╭─ RECORDS FOR PROCESSING

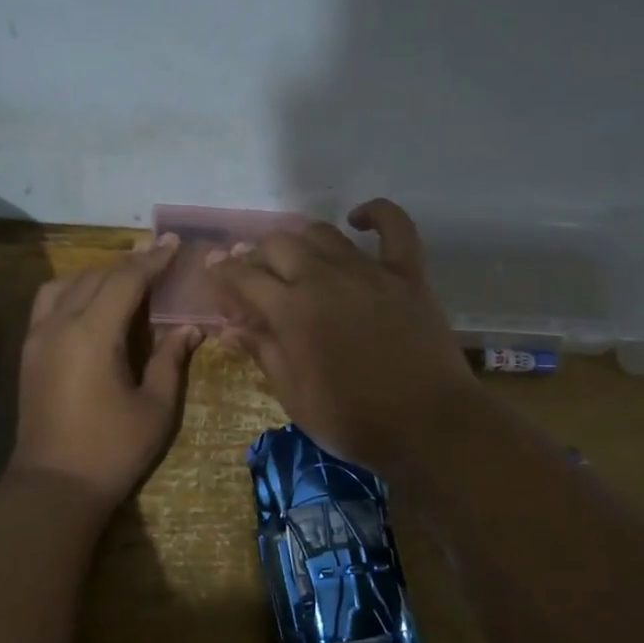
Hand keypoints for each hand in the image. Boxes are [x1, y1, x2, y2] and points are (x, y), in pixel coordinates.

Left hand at [8, 236, 201, 511]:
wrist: (53, 486)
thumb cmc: (112, 450)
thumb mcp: (156, 407)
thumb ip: (172, 360)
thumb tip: (189, 328)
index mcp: (93, 334)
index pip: (125, 280)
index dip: (152, 260)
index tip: (174, 244)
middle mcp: (59, 325)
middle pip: (95, 276)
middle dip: (128, 264)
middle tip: (158, 259)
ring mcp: (37, 337)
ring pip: (66, 284)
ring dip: (97, 275)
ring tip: (125, 282)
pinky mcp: (28, 353)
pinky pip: (48, 303)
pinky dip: (72, 291)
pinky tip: (91, 305)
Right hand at [206, 199, 483, 479]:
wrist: (429, 427)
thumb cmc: (353, 421)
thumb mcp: (295, 396)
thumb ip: (263, 353)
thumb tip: (230, 328)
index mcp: (292, 310)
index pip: (244, 277)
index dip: (223, 273)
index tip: (214, 273)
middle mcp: (325, 278)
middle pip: (279, 245)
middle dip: (256, 256)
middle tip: (254, 278)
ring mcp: (370, 272)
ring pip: (322, 233)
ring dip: (299, 241)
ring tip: (294, 260)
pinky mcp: (408, 274)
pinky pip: (395, 227)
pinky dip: (375, 215)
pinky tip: (358, 219)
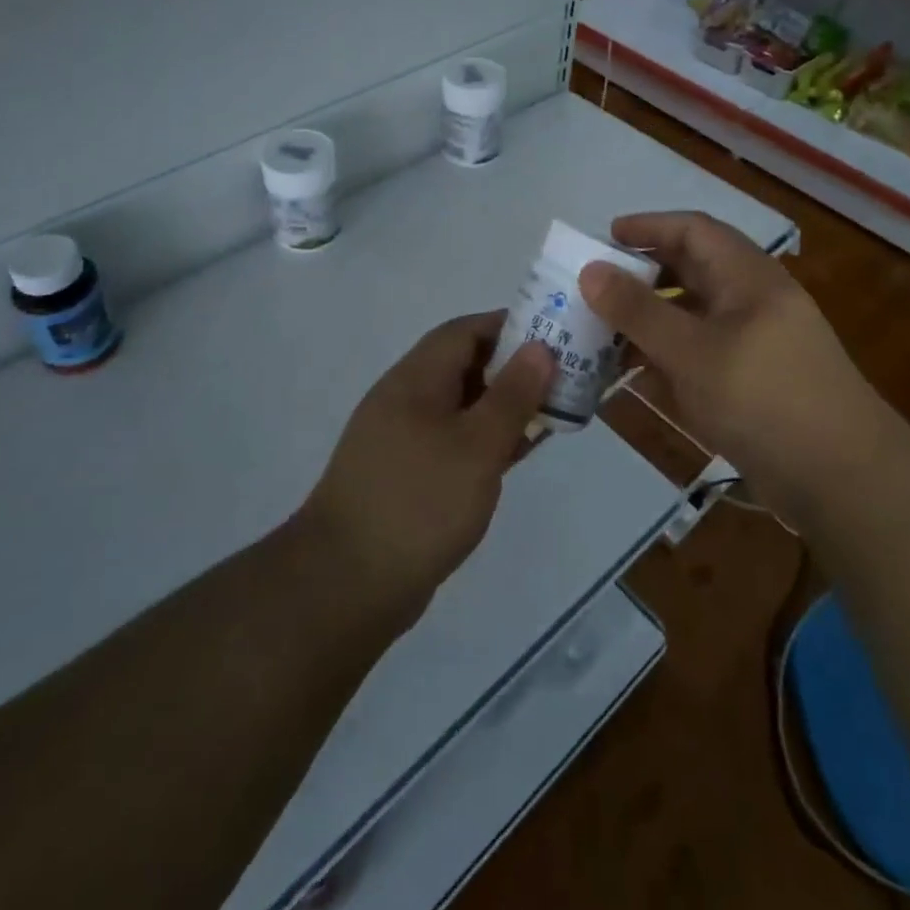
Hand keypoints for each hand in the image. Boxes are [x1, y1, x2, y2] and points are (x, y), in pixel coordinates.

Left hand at [295, 313, 554, 628]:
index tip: (554, 335)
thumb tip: (539, 347)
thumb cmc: (419, 501)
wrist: (347, 583)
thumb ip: (511, 395)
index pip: (465, 331)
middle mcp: (406, 399)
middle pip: (464, 366)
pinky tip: (516, 453)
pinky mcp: (407, 475)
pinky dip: (486, 439)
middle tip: (562, 377)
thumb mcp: (477, 445)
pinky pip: (453, 441)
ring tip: (551, 412)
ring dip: (502, 406)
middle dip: (513, 367)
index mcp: (416, 379)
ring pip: (461, 406)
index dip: (509, 326)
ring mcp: (403, 439)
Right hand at [578, 211, 886, 492]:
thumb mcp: (692, 352)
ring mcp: (755, 345)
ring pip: (692, 318)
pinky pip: (701, 357)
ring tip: (600, 334)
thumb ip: (638, 311)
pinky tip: (633, 378)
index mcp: (748, 278)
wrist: (844, 480)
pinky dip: (666, 360)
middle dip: (641, 277)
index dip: (648, 227)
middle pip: (691, 272)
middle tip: (595, 289)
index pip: (693, 230)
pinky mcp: (753, 384)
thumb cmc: (765, 398)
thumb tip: (590, 269)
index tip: (604, 238)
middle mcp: (752, 302)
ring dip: (648, 323)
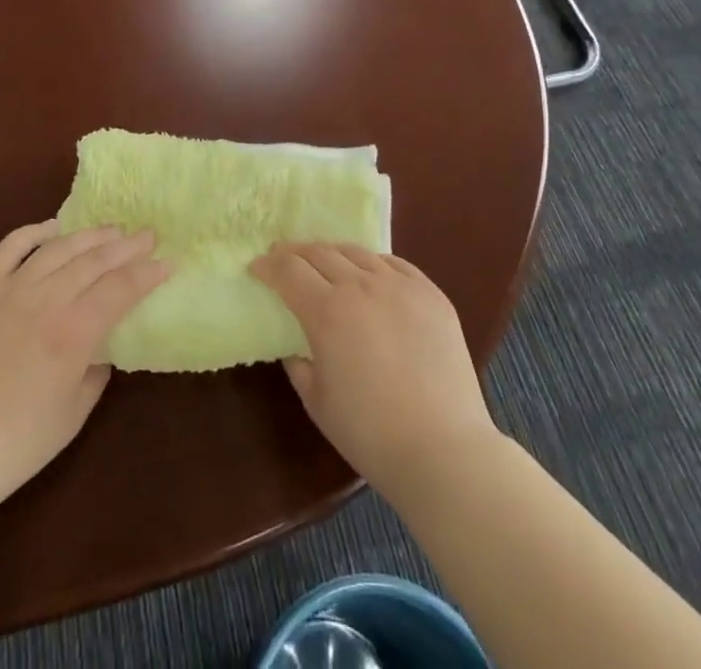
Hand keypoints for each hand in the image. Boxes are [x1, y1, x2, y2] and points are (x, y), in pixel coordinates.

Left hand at [0, 221, 167, 522]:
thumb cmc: (13, 447)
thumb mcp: (71, 417)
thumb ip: (95, 373)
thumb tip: (101, 349)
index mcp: (73, 332)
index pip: (120, 288)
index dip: (148, 273)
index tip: (168, 262)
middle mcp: (44, 300)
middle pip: (94, 260)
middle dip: (127, 245)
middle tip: (147, 235)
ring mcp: (7, 290)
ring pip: (58, 248)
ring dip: (89, 235)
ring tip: (110, 229)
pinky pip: (8, 249)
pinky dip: (33, 233)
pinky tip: (52, 228)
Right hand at [250, 243, 498, 495]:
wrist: (443, 448)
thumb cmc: (370, 433)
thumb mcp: (317, 401)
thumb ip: (299, 364)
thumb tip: (295, 346)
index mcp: (327, 311)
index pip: (288, 271)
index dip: (268, 265)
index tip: (257, 266)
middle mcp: (360, 286)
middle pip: (320, 252)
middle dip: (295, 252)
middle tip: (283, 258)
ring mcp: (400, 285)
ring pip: (357, 252)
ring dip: (333, 253)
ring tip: (324, 261)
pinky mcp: (430, 293)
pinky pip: (395, 264)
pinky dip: (374, 263)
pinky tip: (371, 273)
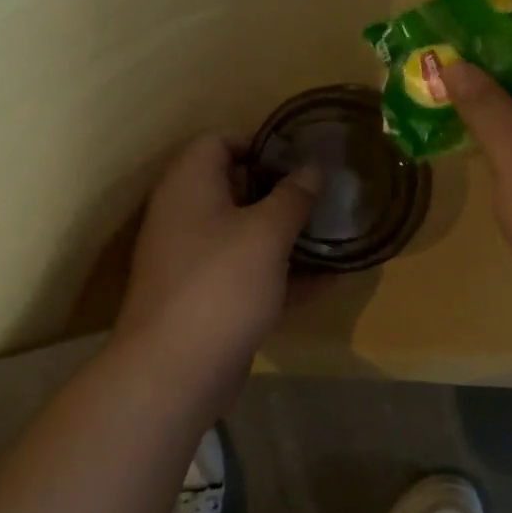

╰─

YOUR ASSIGNMENT: Could the data above be returned in full, exactly, with every image left out?

SOLVED EXERCISE:
Hand keypoints for each hand in the image. Boxes are [x1, y1, x2, y2] and points are (x, y), in pixel coordinates.

Left hand at [8, 236, 201, 511]:
wrist: (53, 486)
thumb cmc: (112, 450)
thumb mcp: (156, 407)
thumb ip: (172, 360)
thumb tip: (189, 328)
index mcp: (93, 334)
index pip: (125, 280)
index dip: (152, 260)
index tip: (174, 244)
middle mcp: (59, 325)
middle pip: (95, 276)
middle dip: (128, 264)
middle tip: (158, 259)
ring mcp: (37, 337)
ring pip: (66, 284)
ring dip: (97, 275)
ring tip: (125, 282)
pinky mcp: (28, 353)
pinky pip: (48, 303)
pinky dip: (72, 291)
pinky tip: (91, 305)
Right hand at [206, 199, 483, 479]:
wrist: (429, 427)
thumb cmc: (353, 421)
thumb mcp: (295, 396)
thumb ip: (263, 353)
thumb tip: (230, 328)
index mcp: (292, 310)
index pip: (244, 277)
index dip: (223, 273)
index tip: (214, 273)
middle mcp: (325, 278)
middle pip: (279, 245)
middle dip: (256, 256)
middle tip: (254, 278)
ring mcp: (370, 272)
ring pip: (322, 233)
ring dip: (299, 241)
ring tip: (294, 260)
pinky mcp: (408, 274)
pinky pip: (395, 227)
pinky dip: (375, 215)
pinky tip: (358, 219)
Hand keypoints for each hand in the image. Boxes are [x1, y1, x2, y2] and points are (x, y), in pixel coordinates.

Left hand at [295, 313, 554, 628]:
index tip: (554, 335)
thumb tip: (539, 347)
thumb cmc: (419, 501)
wrist: (347, 583)
thumb ip: (511, 395)
index pip: (465, 331)
middle mcp: (406, 399)
middle pip: (464, 366)
pinky tip: (516, 453)
pinky mcp: (407, 475)
pinky dip: (486, 439)
middle tip: (562, 377)
thumb mcp: (477, 445)
pinky pip: (453, 441)
ring tip: (551, 412)
ring dip: (502, 406)
middle dip: (513, 367)
index mcp: (416, 379)
ring pip: (461, 406)
index dip: (509, 326)
ring mcp: (403, 439)
Right hand at [578, 211, 886, 492]:
thumb mcp: (692, 352)
ring mcp: (755, 345)
ring pip: (692, 318)
pinky pip: (701, 357)
ring tip: (600, 334)
thumb ip: (638, 311)
pinky tip: (633, 378)
index mcp: (748, 278)
wrist: (844, 480)
pinky dip: (666, 360)
middle dip: (641, 277)
index dip: (648, 227)
middle pip: (691, 272)
middle tip: (595, 289)
index pip: (693, 230)
pinky mcp: (753, 384)
thumb cmc: (765, 398)
thumb tip: (590, 269)
index tip: (604, 238)
middle mcp: (752, 302)
ring dip: (648, 323)
Hand keypoints for each hand in the image. Boxes are [x1, y1, x2, y2] and points are (x, y), in pixel coordinates.

Left hand at [0, 221, 167, 522]:
thumb cmc: (13, 447)
thumb mcp: (71, 417)
thumb ip: (95, 373)
thumb tip: (101, 349)
index mcp: (73, 332)
index pip: (120, 288)
index dip: (148, 273)
index tip: (168, 262)
middle mcp: (44, 300)
middle pip: (94, 260)
middle dip: (127, 245)
middle tip: (147, 235)
ring mcp: (7, 290)
ring pip: (58, 248)
ring dip: (89, 235)
ring tip: (110, 229)
pinky pip: (8, 249)
pinky dip: (33, 233)
pinky tip: (52, 228)
Right hand at [250, 243, 498, 495]:
wrist: (443, 448)
thumb cmc: (370, 433)
thumb mcp: (317, 401)
thumb ip: (299, 364)
thumb tip: (295, 346)
index mcp: (327, 311)
index pip: (288, 271)
index dip: (268, 265)
index tip: (257, 266)
middle mcp: (360, 286)
middle pip: (320, 252)
middle dip: (295, 252)
middle tip: (283, 258)
ring mcp: (400, 285)
ring pip: (357, 252)
ring dip: (333, 253)
ring tip: (324, 261)
pinky mcp: (430, 293)
pinky pip: (395, 264)
pinky dip: (374, 263)
pinky tip: (371, 273)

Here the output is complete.